Ben Lisbakken, Gears API team
November 2007
I am a support engineer on Gears, and I'm in love with it. Everyday I sit down and think about what projects, sites, mashups, or fun little tools could benefit from Gears. Well, the truth is there's a lot. Sites with a lot of static information -- Wikipedia, any API documentation, web-based email -- would be great to be able to use when no internet connection is available. But what if you're a user that always has an internet connection? Then adding Gears to a site doesn't do much, right? Wrong. Imagine your favorite website is now stored on your computer, and it syncs whenever there's altered content. Whenever you look at the site, your browser is grabbing everything straight from your hard drive. Did you just make a search for your best friend on Facebook? Don't wait 5 seconds the next time that search runs, have the results immediately! Meanwhile, save the webmasters' precious bandwidth/server power!
But alas, if only it were a reality that every site was Gears enabled -- the internet faster and available anywhere. You'd need every site to implement Gears -- GearsMonkey to the rescue!
By using Gears with the Firefox Greasemonkey plugin, you can inject Gears code into any website that you want. Don't wait for your favorite website to enable offline support -- do it yourself.
Follow along as I show you step-by-step how to take Wikipedia offline.
You need the following tools to take websites offline:
Here is an outline of what we need to do to take Wikipedia offline. It is a step-by-step guide of what needs to happen as soon as a Wikipedia page is loaded.

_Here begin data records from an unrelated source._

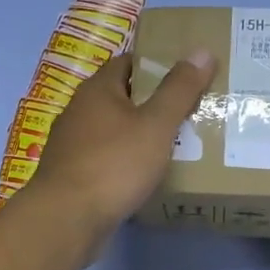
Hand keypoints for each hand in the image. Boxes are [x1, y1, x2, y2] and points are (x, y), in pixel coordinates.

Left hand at [27, 51, 216, 239]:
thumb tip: (201, 51)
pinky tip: (146, 175)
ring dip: (139, 135)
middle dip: (153, 103)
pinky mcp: (72, 175)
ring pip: (114, 131)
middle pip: (122, 97)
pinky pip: (106, 159)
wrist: (67, 219)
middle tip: (190, 111)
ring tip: (176, 145)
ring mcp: (72, 145)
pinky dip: (126, 162)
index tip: (187, 74)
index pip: (129, 62)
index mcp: (97, 89)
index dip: (158, 64)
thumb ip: (179, 90)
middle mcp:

First, I created two scripts, wikipedia_offline.user.js and wikipedia_offline_img_grabber.user.js, to grab stuff from en.wikipedia.org (HTML and CSS) and upload.wikimedia.org (images, sound clips, videos), respectively. I also needed to use an iFrame whose source was in the origin of upload.wikimedia.org in order to be able to download the media files from that origin. By having two files, it was much easier to separate the logic in the main window from that in the iFrame. After I was satisfied with the scripts, I placed them in the same file.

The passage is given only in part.